#### Exercise instructions:
For the data that follows, report how many lines include the string "Monsenhor", and write the number alone.

___ Data records ___

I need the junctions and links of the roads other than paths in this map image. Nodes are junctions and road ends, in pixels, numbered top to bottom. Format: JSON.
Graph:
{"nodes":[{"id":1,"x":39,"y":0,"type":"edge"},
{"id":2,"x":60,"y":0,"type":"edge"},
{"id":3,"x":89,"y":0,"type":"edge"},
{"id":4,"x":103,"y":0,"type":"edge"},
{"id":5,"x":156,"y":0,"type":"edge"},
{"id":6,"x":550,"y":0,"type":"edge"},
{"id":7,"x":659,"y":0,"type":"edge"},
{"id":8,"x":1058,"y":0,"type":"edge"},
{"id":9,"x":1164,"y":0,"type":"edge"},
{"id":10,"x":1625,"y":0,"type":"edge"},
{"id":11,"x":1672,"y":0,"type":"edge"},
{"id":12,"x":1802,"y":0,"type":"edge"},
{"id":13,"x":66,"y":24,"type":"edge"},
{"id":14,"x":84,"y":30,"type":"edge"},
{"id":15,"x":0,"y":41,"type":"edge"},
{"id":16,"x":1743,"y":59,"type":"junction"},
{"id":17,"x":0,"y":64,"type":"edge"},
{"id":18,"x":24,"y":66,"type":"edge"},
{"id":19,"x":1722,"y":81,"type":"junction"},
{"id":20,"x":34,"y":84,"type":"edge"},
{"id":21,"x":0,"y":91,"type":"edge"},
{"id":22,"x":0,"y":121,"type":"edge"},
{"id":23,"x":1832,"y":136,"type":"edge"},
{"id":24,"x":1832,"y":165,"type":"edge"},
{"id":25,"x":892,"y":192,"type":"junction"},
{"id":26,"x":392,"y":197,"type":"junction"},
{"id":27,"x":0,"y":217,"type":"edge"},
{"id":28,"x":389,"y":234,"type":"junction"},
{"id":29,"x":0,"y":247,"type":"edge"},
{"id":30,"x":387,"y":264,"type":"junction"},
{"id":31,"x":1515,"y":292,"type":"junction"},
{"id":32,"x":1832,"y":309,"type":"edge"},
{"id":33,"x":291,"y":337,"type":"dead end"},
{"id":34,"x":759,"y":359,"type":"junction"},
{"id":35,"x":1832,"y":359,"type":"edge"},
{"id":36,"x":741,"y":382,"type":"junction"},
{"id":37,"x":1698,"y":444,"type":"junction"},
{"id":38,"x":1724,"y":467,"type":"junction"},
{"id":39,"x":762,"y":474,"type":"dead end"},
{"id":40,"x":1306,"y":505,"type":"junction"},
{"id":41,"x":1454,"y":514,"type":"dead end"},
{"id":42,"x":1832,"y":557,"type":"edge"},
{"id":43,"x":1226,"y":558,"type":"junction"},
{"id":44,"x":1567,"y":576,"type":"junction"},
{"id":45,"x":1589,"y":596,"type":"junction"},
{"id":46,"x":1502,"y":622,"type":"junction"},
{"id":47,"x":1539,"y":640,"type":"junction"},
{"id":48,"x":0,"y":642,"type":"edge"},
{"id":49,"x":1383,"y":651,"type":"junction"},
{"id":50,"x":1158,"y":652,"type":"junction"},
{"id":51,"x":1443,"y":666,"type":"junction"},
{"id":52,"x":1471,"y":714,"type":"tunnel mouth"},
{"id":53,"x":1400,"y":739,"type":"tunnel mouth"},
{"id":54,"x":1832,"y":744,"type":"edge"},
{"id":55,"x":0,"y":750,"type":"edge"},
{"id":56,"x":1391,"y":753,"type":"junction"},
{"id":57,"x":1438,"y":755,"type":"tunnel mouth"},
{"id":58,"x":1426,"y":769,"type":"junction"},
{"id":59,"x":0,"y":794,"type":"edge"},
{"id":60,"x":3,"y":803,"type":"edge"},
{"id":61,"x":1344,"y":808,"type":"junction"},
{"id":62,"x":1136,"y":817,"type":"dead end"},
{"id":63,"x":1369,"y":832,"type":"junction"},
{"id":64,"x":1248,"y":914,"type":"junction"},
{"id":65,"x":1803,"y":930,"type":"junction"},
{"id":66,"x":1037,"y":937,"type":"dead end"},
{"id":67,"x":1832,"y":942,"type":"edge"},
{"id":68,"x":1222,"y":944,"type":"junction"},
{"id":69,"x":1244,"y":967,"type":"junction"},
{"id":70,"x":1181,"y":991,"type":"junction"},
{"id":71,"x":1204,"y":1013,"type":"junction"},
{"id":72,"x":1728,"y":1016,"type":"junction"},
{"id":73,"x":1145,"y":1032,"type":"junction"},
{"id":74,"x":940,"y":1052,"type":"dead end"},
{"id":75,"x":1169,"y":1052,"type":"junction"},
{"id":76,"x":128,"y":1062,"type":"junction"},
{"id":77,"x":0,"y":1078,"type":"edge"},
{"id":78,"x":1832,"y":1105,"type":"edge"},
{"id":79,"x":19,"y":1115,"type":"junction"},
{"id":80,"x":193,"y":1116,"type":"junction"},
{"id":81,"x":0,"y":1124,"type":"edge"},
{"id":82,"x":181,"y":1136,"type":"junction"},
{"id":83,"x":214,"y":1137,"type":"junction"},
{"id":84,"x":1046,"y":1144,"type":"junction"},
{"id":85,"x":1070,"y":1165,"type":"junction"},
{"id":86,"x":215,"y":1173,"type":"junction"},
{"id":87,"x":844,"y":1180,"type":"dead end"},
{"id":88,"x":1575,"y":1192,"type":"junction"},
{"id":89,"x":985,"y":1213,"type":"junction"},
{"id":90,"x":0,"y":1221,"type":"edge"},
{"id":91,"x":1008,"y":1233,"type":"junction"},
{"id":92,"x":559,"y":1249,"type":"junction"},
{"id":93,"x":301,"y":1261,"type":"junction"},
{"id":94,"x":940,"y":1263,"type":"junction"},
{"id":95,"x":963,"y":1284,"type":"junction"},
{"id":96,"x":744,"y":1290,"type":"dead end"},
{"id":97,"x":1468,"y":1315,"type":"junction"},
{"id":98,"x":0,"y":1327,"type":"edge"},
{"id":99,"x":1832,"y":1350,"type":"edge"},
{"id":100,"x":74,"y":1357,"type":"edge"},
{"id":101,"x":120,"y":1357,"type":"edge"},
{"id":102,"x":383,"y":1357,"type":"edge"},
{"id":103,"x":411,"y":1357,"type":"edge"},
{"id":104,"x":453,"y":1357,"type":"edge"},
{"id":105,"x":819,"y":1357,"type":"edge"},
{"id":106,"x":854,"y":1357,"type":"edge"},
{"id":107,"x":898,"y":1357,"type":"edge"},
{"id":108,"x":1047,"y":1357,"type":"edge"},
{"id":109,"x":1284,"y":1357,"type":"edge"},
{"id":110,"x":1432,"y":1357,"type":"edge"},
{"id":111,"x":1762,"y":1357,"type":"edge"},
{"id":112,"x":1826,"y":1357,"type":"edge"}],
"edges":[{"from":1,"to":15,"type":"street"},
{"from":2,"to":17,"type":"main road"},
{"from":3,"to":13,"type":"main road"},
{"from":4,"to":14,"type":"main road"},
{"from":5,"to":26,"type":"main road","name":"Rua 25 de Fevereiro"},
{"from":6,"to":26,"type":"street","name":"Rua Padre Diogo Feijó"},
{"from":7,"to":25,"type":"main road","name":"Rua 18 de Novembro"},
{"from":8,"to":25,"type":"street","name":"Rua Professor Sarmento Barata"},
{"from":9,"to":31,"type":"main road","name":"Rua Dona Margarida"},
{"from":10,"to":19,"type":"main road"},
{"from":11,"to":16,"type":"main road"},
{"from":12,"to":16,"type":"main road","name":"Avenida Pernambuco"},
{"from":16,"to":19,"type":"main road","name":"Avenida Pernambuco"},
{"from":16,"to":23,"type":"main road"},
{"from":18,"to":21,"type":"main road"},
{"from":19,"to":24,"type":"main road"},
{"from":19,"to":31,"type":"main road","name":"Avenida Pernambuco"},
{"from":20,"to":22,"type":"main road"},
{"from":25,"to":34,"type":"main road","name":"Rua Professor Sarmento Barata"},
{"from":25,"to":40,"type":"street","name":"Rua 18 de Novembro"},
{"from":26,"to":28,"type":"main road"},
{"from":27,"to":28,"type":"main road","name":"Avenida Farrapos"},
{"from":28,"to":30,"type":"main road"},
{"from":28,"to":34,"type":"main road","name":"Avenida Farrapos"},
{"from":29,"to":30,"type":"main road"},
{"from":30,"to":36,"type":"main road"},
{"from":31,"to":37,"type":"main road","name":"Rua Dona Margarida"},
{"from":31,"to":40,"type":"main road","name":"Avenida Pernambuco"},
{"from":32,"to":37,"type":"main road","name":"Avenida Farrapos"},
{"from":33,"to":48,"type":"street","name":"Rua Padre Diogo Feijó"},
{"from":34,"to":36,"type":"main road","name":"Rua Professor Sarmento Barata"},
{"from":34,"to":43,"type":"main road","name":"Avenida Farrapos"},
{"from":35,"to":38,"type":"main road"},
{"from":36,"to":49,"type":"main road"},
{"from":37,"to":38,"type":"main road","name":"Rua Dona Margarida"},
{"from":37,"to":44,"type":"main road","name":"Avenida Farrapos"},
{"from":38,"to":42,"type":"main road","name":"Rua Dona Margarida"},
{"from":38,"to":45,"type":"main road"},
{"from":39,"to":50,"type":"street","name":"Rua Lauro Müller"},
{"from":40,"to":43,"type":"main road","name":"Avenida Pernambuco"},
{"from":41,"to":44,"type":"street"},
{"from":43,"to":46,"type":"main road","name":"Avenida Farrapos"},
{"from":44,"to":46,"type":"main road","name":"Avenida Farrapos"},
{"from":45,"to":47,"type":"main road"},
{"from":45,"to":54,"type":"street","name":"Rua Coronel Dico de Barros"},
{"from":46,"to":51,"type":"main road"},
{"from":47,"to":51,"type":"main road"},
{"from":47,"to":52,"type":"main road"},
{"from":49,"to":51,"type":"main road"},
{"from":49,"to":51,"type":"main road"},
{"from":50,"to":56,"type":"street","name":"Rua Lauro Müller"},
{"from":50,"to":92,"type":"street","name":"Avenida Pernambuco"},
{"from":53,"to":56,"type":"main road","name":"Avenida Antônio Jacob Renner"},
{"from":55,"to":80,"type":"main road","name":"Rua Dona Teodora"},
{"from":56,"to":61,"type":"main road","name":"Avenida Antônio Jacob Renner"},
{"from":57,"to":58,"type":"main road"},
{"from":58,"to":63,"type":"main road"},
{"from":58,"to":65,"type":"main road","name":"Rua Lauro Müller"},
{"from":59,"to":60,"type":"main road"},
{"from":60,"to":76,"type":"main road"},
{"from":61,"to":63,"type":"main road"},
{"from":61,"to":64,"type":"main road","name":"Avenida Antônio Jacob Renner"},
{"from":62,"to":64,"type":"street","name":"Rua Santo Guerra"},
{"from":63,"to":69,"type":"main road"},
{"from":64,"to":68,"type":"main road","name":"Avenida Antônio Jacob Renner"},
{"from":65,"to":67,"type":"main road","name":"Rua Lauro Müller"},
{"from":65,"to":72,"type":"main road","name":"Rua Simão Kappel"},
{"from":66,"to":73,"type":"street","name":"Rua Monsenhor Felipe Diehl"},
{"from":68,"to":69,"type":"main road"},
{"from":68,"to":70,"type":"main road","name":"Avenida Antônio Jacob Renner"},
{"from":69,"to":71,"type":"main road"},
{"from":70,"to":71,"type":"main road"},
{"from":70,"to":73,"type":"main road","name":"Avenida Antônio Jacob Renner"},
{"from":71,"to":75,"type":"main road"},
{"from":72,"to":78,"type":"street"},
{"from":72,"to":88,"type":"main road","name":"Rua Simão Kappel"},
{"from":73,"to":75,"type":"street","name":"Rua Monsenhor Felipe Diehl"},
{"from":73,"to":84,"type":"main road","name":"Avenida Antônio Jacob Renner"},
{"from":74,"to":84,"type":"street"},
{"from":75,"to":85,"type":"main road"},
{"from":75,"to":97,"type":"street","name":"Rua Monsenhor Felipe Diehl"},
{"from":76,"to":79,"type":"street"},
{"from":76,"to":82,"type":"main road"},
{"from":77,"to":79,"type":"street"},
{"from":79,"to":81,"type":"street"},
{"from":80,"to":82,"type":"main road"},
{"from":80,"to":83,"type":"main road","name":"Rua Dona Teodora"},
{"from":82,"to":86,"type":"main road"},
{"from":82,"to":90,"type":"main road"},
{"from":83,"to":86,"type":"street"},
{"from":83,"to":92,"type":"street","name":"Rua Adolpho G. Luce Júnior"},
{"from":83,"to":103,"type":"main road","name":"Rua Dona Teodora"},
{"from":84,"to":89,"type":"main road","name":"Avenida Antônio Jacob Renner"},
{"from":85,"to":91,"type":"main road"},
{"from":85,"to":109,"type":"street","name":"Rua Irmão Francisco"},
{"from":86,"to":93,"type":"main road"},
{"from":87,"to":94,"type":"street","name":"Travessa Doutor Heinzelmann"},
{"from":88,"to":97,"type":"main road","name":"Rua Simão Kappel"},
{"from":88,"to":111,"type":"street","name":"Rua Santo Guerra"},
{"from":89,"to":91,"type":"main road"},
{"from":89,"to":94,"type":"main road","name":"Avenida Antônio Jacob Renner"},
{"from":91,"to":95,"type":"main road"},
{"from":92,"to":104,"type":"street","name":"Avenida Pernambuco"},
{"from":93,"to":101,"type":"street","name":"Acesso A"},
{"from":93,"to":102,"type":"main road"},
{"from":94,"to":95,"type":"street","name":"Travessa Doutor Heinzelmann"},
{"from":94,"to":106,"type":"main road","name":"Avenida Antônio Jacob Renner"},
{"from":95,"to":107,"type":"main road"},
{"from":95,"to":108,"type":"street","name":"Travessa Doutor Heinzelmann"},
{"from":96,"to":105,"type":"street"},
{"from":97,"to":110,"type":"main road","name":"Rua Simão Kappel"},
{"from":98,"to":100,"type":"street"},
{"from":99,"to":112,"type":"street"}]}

___

#### The completed task:
3